__Assigned task__
Repeat the data word for word and skip the pictures.
»»
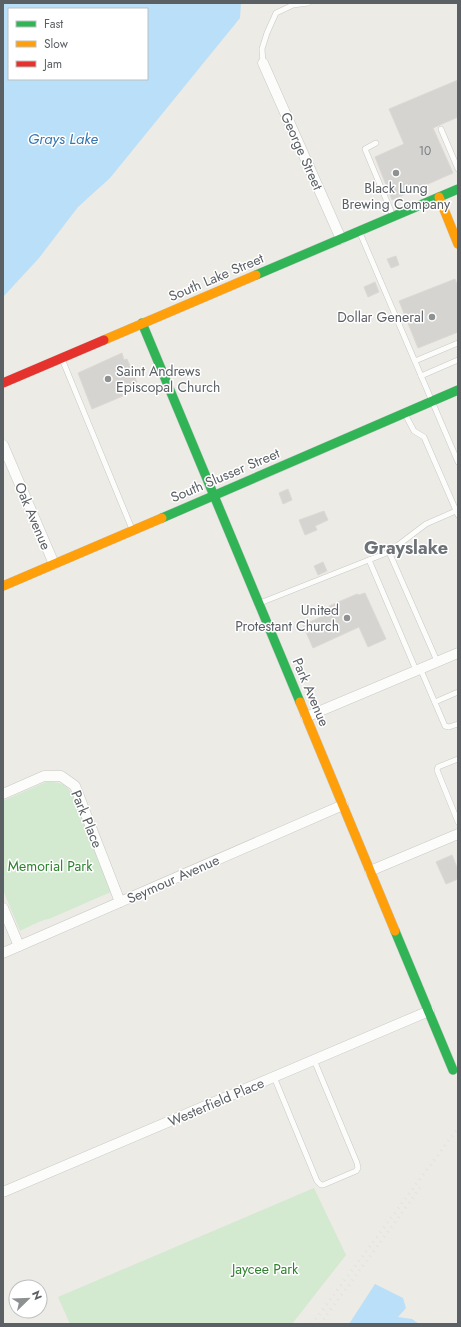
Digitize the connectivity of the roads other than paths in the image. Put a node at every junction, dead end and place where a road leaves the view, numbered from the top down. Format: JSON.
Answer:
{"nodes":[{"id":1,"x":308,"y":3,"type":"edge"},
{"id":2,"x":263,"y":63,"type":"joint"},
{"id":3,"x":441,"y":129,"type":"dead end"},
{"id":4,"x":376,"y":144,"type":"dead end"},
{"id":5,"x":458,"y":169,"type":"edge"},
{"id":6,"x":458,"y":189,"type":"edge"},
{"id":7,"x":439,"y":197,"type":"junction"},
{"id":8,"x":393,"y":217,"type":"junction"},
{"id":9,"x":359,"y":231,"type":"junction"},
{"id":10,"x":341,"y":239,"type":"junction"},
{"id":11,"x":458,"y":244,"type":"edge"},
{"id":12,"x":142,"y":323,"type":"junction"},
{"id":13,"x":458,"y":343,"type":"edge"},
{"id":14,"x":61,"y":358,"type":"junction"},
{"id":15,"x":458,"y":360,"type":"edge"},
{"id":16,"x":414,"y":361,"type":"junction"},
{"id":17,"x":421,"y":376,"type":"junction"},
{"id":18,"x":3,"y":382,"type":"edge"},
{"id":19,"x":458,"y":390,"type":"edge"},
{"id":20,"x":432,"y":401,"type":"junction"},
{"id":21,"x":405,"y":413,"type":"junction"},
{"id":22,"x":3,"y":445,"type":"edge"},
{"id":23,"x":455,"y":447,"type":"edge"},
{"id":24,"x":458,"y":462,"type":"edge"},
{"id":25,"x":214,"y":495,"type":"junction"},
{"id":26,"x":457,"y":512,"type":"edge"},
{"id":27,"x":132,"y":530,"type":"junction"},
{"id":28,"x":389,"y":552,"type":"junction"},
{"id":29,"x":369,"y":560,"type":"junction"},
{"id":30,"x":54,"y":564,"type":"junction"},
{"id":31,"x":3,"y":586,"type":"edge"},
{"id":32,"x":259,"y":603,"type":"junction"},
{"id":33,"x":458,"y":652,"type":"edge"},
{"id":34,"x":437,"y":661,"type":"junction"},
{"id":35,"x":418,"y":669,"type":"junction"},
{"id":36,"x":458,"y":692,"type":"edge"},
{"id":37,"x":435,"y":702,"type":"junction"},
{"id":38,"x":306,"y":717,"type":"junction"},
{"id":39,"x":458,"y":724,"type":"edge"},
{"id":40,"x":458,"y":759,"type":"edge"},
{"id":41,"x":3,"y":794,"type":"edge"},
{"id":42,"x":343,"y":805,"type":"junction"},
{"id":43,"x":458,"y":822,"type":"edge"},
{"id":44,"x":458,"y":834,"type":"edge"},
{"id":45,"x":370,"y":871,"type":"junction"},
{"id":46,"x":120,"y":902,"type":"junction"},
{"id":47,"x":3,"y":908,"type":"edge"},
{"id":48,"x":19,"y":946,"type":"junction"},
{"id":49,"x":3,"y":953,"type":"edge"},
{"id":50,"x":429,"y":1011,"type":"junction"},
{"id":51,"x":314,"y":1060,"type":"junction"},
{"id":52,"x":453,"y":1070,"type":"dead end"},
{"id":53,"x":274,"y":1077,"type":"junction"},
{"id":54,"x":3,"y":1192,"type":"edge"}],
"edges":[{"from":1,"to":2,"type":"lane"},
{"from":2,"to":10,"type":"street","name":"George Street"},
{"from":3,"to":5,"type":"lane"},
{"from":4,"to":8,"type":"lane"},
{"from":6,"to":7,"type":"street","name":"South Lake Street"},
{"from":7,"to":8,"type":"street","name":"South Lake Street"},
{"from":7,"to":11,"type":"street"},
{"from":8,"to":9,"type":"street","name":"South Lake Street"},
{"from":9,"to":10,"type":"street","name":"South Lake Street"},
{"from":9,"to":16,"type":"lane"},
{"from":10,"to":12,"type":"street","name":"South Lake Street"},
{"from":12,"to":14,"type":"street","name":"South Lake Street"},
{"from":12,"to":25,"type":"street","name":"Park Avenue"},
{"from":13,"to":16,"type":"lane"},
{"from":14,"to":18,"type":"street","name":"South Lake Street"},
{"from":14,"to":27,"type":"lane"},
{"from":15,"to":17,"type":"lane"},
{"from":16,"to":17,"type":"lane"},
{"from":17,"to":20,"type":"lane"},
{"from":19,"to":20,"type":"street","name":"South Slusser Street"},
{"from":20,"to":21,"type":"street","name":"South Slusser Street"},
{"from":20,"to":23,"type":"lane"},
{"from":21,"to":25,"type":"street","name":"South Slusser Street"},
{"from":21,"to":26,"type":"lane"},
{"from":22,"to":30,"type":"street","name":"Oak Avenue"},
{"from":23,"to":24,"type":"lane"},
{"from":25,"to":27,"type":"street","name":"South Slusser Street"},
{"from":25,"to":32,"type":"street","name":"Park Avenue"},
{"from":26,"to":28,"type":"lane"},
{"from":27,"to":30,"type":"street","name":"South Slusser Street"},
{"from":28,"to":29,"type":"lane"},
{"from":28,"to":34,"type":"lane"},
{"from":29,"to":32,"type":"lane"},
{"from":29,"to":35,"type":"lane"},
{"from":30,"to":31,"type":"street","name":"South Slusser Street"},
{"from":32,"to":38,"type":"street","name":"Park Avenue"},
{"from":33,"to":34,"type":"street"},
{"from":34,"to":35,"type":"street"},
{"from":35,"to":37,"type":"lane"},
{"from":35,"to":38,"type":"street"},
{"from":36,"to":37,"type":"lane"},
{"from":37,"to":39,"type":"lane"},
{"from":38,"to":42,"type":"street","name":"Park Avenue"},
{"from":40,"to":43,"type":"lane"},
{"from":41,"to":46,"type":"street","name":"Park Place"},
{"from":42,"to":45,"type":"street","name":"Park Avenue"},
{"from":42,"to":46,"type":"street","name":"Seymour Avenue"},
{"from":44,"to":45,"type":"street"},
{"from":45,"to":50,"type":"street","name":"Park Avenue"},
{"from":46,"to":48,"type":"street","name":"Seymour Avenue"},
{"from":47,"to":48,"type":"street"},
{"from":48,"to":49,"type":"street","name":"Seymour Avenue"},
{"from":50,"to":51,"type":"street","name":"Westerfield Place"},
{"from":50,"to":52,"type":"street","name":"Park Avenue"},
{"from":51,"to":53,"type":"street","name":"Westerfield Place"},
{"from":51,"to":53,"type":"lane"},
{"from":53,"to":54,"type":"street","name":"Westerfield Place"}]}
««
__Exercise output__
Digitize the connectivity of the roads other than paths in the image. Put a node at every junction, dead end and place where a road leaves the view, numbered from the top down. Format: JSON.
Answer:
{"nodes":[{"id":1,"x":308,"y":3,"type":"edge"},
{"id":2,"x":263,"y":63,"type":"joint"},
{"id":3,"x":441,"y":129,"type":"dead end"},
{"id":4,"x":376,"y":144,"type":"dead end"},
{"id":5,"x":458,"y":169,"type":"edge"},
{"id":6,"x":458,"y":189,"type":"edge"},
{"id":7,"x":439,"y":197,"type":"junction"},
{"id":8,"x":393,"y":217,"type":"junction"},
{"id":9,"x":359,"y":231,"type":"junction"},
{"id":10,"x":341,"y":239,"type":"junction"},
{"id":11,"x":458,"y":244,"type":"edge"},
{"id":12,"x":142,"y":323,"type":"junction"},
{"id":13,"x":458,"y":343,"type":"edge"},
{"id":14,"x":61,"y":358,"type":"junction"},
{"id":15,"x":458,"y":360,"type":"edge"},
{"id":16,"x":414,"y":361,"type":"junction"},
{"id":17,"x":421,"y":376,"type":"junction"},
{"id":18,"x":3,"y":382,"type":"edge"},
{"id":19,"x":458,"y":390,"type":"edge"},
{"id":20,"x":432,"y":401,"type":"junction"},
{"id":21,"x":405,"y":413,"type":"junction"},
{"id":22,"x":3,"y":445,"type":"edge"},
{"id":23,"x":455,"y":447,"type":"edge"},
{"id":24,"x":458,"y":462,"type":"edge"},
{"id":25,"x":214,"y":495,"type":"junction"},
{"id":26,"x":457,"y":512,"type":"edge"},
{"id":27,"x":132,"y":530,"type":"junction"},
{"id":28,"x":389,"y":552,"type":"junction"},
{"id":29,"x":369,"y":560,"type":"junction"},
{"id":30,"x":54,"y":564,"type":"junction"},
{"id":31,"x":3,"y":586,"type":"edge"},
{"id":32,"x":259,"y":603,"type":"junction"},
{"id":33,"x":458,"y":652,"type":"edge"},
{"id":34,"x":437,"y":661,"type":"junction"},
{"id":35,"x":418,"y":669,"type":"junction"},
{"id":36,"x":458,"y":692,"type":"edge"},
{"id":37,"x":435,"y":702,"type":"junction"},
{"id":38,"x":306,"y":717,"type":"junction"},
{"id":39,"x":458,"y":724,"type":"edge"},
{"id":40,"x":458,"y":759,"type":"edge"},
{"id":41,"x":3,"y":794,"type":"edge"},
{"id":42,"x":343,"y":805,"type":"junction"},
{"id":43,"x":458,"y":822,"type":"edge"},
{"id":44,"x":458,"y":834,"type":"edge"},
{"id":45,"x":370,"y":871,"type":"junction"},
{"id":46,"x":120,"y":902,"type":"junction"},
{"id":47,"x":3,"y":908,"type":"edge"},
{"id":48,"x":19,"y":946,"type":"junction"},
{"id":49,"x":3,"y":953,"type":"edge"},
{"id":50,"x":429,"y":1011,"type":"junction"},
{"id":51,"x":314,"y":1060,"type":"junction"},
{"id":52,"x":453,"y":1070,"type":"dead end"},
{"id":53,"x":274,"y":1077,"type":"junction"},
{"id":54,"x":3,"y":1192,"type":"edge"}],
"edges":[{"from":1,"to":2,"type":"lane"},
{"from":2,"to":10,"type":"street","name":"George Street"},
{"from":3,"to":5,"type":"lane"},
{"from":4,"to":8,"type":"lane"},
{"from":6,"to":7,"type":"street","name":"South Lake Street"},
{"from":7,"to":8,"type":"street","name":"South Lake Street"},
{"from":7,"to":11,"type":"street"},
{"from":8,"to":9,"type":"street","name":"South Lake Street"},
{"from":9,"to":10,"type":"street","name":"South Lake Street"},
{"from":9,"to":16,"type":"lane"},
{"from":10,"to":12,"type":"street","name":"South Lake Street"},
{"from":12,"to":14,"type":"street","name":"South Lake Street"},
{"from":12,"to":25,"type":"street","name":"Park Avenue"},
{"from":13,"to":16,"type":"lane"},
{"from":14,"to":18,"type":"street","name":"South Lake Street"},
{"from":14,"to":27,"type":"lane"},
{"from":15,"to":17,"type":"lane"},
{"from":16,"to":17,"type":"lane"},
{"from":17,"to":20,"type":"lane"},
{"from":19,"to":20,"type":"street","name":"South Slusser Street"},
{"from":20,"to":21,"type":"street","name":"South Slusser Street"},
{"from":20,"to":23,"type":"lane"},
{"from":21,"to":25,"type":"street","name":"South Slusser Street"},
{"from":21,"to":26,"type":"lane"},
{"from":22,"to":30,"type":"street","name":"Oak Avenue"},
{"from":23,"to":24,"type":"lane"},
{"from":25,"to":27,"type":"street","name":"South Slusser Street"},
{"from":25,"to":32,"type":"street","name":"Park Avenue"},
{"from":26,"to":28,"type":"lane"},
{"from":27,"to":30,"type":"street","name":"South Slusser Street"},
{"from":28,"to":29,"type":"lane"},
{"from":28,"to":34,"type":"lane"},
{"from":29,"to":32,"type":"lane"},
{"from":29,"to":35,"type":"lane"},
{"from":30,"to":31,"type":"street","name":"South Slusser Street"},
{"from":32,"to":38,"type":"street","name":"Park Avenue"},
{"from":33,"to":34,"type":"street"},
{"from":34,"to":35,"type":"street"},
{"from":35,"to":37,"type":"lane"},
{"from":35,"to":38,"type":"street"},
{"from":36,"to":37,"type":"lane"},
{"from":37,"to":39,"type":"lane"},
{"from":38,"to":42,"type":"street","name":"Park Avenue"},
{"from":40,"to":43,"type":"lane"},
{"from":41,"to":46,"type":"street","name":"Park Place"},
{"from":42,"to":45,"type":"street","name":"Park Avenue"},
{"from":42,"to":46,"type":"street","name":"Seymour Avenue"},
{"from":44,"to":45,"type":"street"},
{"from":45,"to":50,"type":"street","name":"Park Avenue"},
{"from":46,"to":48,"type":"street","name":"Seymour Avenue"},
{"from":47,"to":48,"type":"street"},
{"from":48,"to":49,"type":"street","name":"Seymour Avenue"},
{"from":50,"to":51,"type":"street","name":"Westerfield Place"},
{"from":50,"to":52,"type":"street","name":"Park Avenue"},
{"from":51,"to":53,"type":"street","name":"Westerfield Place"},
{"from":51,"to":53,"type":"lane"},
{"from":53,"to":54,"type":"street","name":"Westerfield Place"}]}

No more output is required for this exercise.